_Exercise prompt_.
Tally the lines in the data that follows that include the word "graph", and report nothing but the total.

_Stored items_.
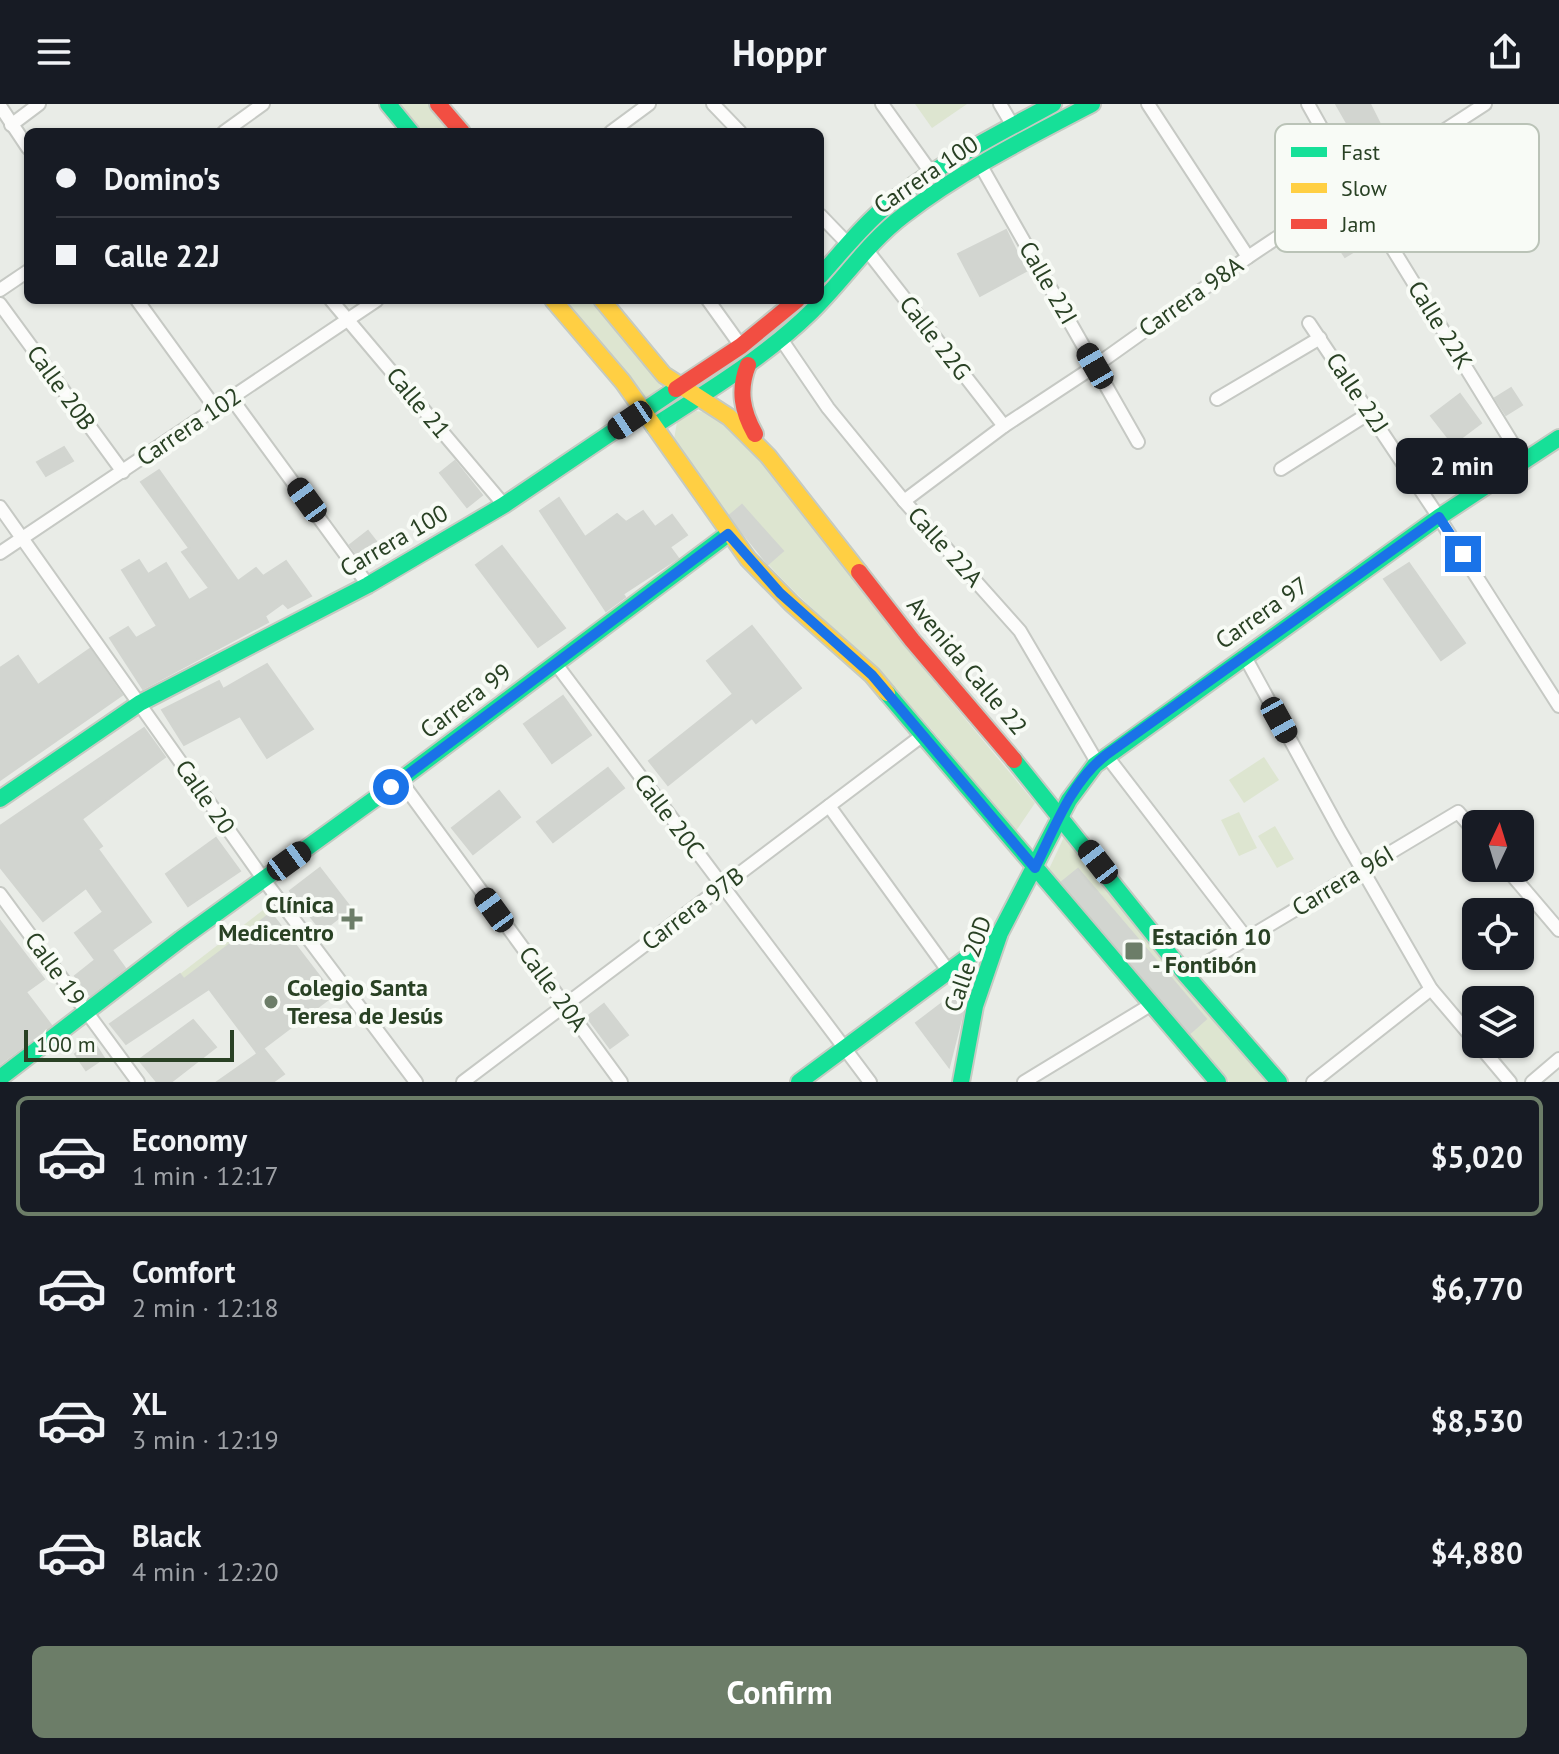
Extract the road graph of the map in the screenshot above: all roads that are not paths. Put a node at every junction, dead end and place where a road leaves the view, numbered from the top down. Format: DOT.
graph roads {
  1 [pos="39,104"];
  2 [pos="263,104"];
  3 [pos="388,104"];
  4 [pos="649,104"];
  5 [pos="713,104"];
  6 [pos="882,104"];
  7 [pos="1000,104"];
  8 [pos="1053,104"];
  9 [pos="1092,104"];
  10 [pos="1148,104"];
  11 [pos="1308,104"];
  12 [pos="1485,104"];
  13 [pos="0,106"];
  14 [pos="447,107"];
  15 [pos="1319,124"];
  16 [pos="1454,124"];
  17 [pos="11,125"];
  18 [pos="1013,126"];
  19 [pos="230,128"];
  20 [pos="408,128"];
  21 [pos="460,128"];
  22 [pos="616,128"];
  23 [pos="736,128"];
  24 [pos="24,143"];
  25 [pos="981,166"];
  26 [pos="932,174"];
  27 [pos="824,219"];
  28 [pos="1275,239"];
  29 [pos="849,245"];
  30 [pos="866,249"];
  31 [pos="1395,252"];
  32 [pos="1248,257"];
  33 [pos="824,272"];
  34 [pos="24,274"];
  35 [pos="0,290"];
  36 [pos="824,298"];
  37 [pos="0,304"];
  38 [pos="140,304"];
  39 [pos="334,304"];
  40 [pos="371,304"];
  41 [pos="556,304"];
  42 [pos="605,304"];
  43 [pos="711,304"];
  44 [pos="792,304"];
  45 [pos="817,304"];
  46 [pos="348,321"];
  47 [pos="1309,323"];
  48 [pos="1320,338"];
  49 [pos="781,339"];
  50 [pos="741,346"];
  51 [pos="748,365"];
  52 [pos="1095,366"];
  53 [pos="680,387"];
  54 [pos="698,397"];
  55 [pos="232,399"];
  56 [pos="1217,399"];
  57 [pos="216,409"];
  58 [pos="644,411"];
  59 [pos="1371,412"];
  60 [pos="654,426"];
  61 [pos="1004,426"];
  62 [pos="1559,438"];
  63 [pos="1138,442"];
  64 [pos="768,456"];
  65 [pos="1524,462"];
  66 [pos="1281,469"];
  67 [pos="123,472"];
  68 [pos="904,501"];
  69 [pos="504,505"];
  70 [pos="0,507"];
  71 [pos="1439,517"];
  72 [pos="728,534"];
  73 [pos="22,538"];
  74 [pos="0,553"];
  75 [pos="368,585"];
  76 [pos="1244,655"];
  77 [pos="556,664"];
  78 [pos="140,703"];
  79 [pos="1559,706"];
  80 [pos="923,735"];
  81 [pos="1102,758"];
  82 [pos="400,780"];
  83 [pos="0,799"];
  84 [pos="829,806"];
  85 [pos="1061,815"];
  86 [pos="1462,817"];
  87 [pos="1035,868"];
  88 [pos="1362,870"];
  89 [pos="264,880"];
  90 [pos="1518,882"];
  91 [pos="722,887"];
  92 [pos="0,894"];
  93 [pos="1559,930"];
  94 [pos="1000,933"];
  95 [pos="1247,939"];
  96 [pos="949,972"];
  97 [pos="1186,975"];
  98 [pos="1431,989"];
  99 [pos="1152,1004"];
  100 [pos="565,1007"];
  101 [pos="87,1013"];
  102 [pos="1462,1025"];
  103 [pos="845,1049"];
  104 [pos="1490,1058"];
  105 [pos="1559,1059"];
  106 [pos="7,1078"];
  107 [pos="409,1079"];
  108 [pos="138,1082"];
  109 [pos="463,1082"];
  110 [pos="621,1082"];
  111 [pos="799,1082"];
  112 [pos="870,1082"];
  113 [pos="961,1082"];
  114 [pos="1024,1082"];
  115 [pos="1218,1082"];
  116 [pos="1279,1082"];
  117 [pos="1313,1082"];
  118 [pos="1510,1082"];
  119 [pos="1532,1082"];
  1 -- 17 [label="street"];
  2 -- 19 [label="street"];
  3 -- 20 [label="main road"];
  4 -- 22 [label="street"];
  5 -- 23 [label="street"];
  6 -- 26 [label="street"];
  7 -- 18 [label="street"];
  8 -- 18 [label="main road, Carrera 100"];
  9 -- 25 [label="main road, Carrera 100"];
  10 -- 32 [label="street"];
  11 -- 15 [label="street, Calle 22K"];
  12 -- 16 [label="street, Carrera 98A"];
  13 -- 17 [label="street"];
  14 -- 21 [label="main road"];
  17 -- 24 [label="street"];
  18 -- 26 [label="main road, Carrera 100"];
  25 -- 30 [label="main road, Carrera 100"];
  25 -- 52 [label="street, Calle 22I"];
  26 -- 29 [label="main road, Carrera 100"];
  27 -- 29 [label="street"];
  28 -- 32 [label="street, Carrera 98A"];
  29 -- 33 [label="main road, Carrera 100"];
  30 -- 36 [label="main road, Carrera 100"];
  30 -- 61 [label="street, Calle 22G"];
  31 -- 65 [label="street, Calle 22K"];
  32 -- 52 [label="street, Carrera 98A"];
  34 -- 35 [label="street"];
  37 -- 67 [label="street, Calle 20B"];
  38 -- 57 [label="street"];
  39 -- 46 [label="street, Calle 21"];
  40 -- 46 [label="street, Carrera 102"];
  41 -- 58 [label="main road"];
  42 -- 53 [label="main road, Avenida Calle 22"];
  43 -- 50 [label="street"];
  44 -- 50 [label="main road, Carrera 100"];
  45 -- 49 [label="main road, Carrera 100"];
  46 -- 55 [label="street, Carrera 102"];
  46 -- 69 [label="street, Calle 21"];
  47 -- 48 [label="street, Calle 22J"];
  48 -- 56 [label="street"];
  48 -- 59 [label="street, Calle 22J"];
  49 -- 51 [label="main road, Carrera 100"];
  49 -- 68 [label="street, Calle 22A"];
  50 -- 53 [label="main road, Carrera 100"];
  51 -- 54 [label="main road, Carrera 100"];
  51 -- 64 [label="main road"];
  52 -- 61 [label="street, Carrera 98A"];
  52 -- 63 [label="street, Calle 22I"];
  53 -- 54 [label="main road, Avenida Calle 22"];
  53 -- 58 [label="main road, Carrera 100"];
  54 -- 60 [label="main road, Carrera 100"];
  54 -- 64 [label="main road, Avenida Calle 22"];
  55 -- 57 [label="street, Carrera 102"];
  55 -- 75 [label="street"];
  57 -- 67 [label="street, Carrera 102"];
  58 -- 60 [label="main road"];
  58 -- 69 [label="main road, Carrera 100"];
  59 -- 66 [label="street"];
  59 -- 71 [label="street, Calle 22J"];
  60 -- 72 [label="main road"];
  61 -- 68 [label="street, Carrera 98A"];
  62 -- 65 [label="main road, Carrera 97"];
  64 -- 85 [label="main road, Avenida Calle 22"];
  65 -- 71 [label="main road, Carrera 97"];
  67 -- 73 [label="street, Carrera 102"];
  68 -- 81 [label="street, Calle 22A"];
  69 -- 75 [label="main road, Carrera 100"];
  70 -- 73 [label="street, Calle 20"];
  71 -- 76 [label="main road, Carrera 97"];
  71 -- 79 [label="street, Calle 22J"];
  72 -- 77 [label="main road, Carrera 99"];
  72 -- 80 [label="main road"];
  73 -- 74 [label="street, Carrera 102"];
  73 -- 78 [label="street, Calle 20"];
  75 -- 78 [label="main road, Carrera 100"];
  76 -- 81 [label="main road, Carrera 97"];
  76 -- 88 [label="street"];
  77 -- 82 [label="main road, Carrera 99"];
  77 -- 91 [label="street, Calle 20C"];
  78 -- 83 [label="main road, Carrera 100"];
  78 -- 89 [label="street, Calle 20"];
  80 -- 84 [label="street, Carrera 97B"];
  80 -- 87 [label="main road"];
  81 -- 85 [label="main road, Carrera 97"];
  81 -- 95 [label="street, Calle 22A"];
  82 -- 89 [label="main road, Carrera 99"];
  82 -- 100 [label="street, Calle 20A"];
  84 -- 91 [label="street, Carrera 97B"];
  84 -- 96 [label="street"];
  85 -- 87 [label="main road, Carrera 97"];
  85 -- 97 [label="main road, Avenida Calle 22"];
  86 -- 88 [label="street, Carrera 96I"];
  87 -- 94 [label="main road, Calle 20D"];
  87 -- 99 [label="main road"];
  88 -- 95 [label="street, Carrera 96I"];
  88 -- 98 [label="street"];
  89 -- 101 [label="main road, Carrera 99"];
  89 -- 107 [label="street, Calle 20"];
  90 -- 93 [label="street"];
  91 -- 100 [label="street, Carrera 97B"];
  91 -- 103 [label="street, Calle 20C"];
  92 -- 101 [label="street, Calle 19"];
  94 -- 96 [label="main road"];
  94 -- 113 [label="main road, Calle 20D"];
  95 -- 97 [label="street, Carrera 96I"];
  96 -- 103 [label="main road"];
  97 -- 116 [label="main road, Avenida Calle 22"];
  98 -- 102 [label="street"];
  98 -- 117 [label="street"];
  99 -- 114 [label="street"];
  99 -- 115 [label="main road"];
  100 -- 109 [label="street, Carrera 97B"];
  100 -- 110 [label="street, Calle 20A"];
  101 -- 106 [label="main road, Carrera 99"];
  101 -- 108 [label="street, Calle 19"];
  103 -- 111 [label="main road"];
  103 -- 112 [label="street, Calle 20C"];
  104 -- 118 [label="street"];
  105 -- 119 [label="street"];
}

_Response to the exercise_.
2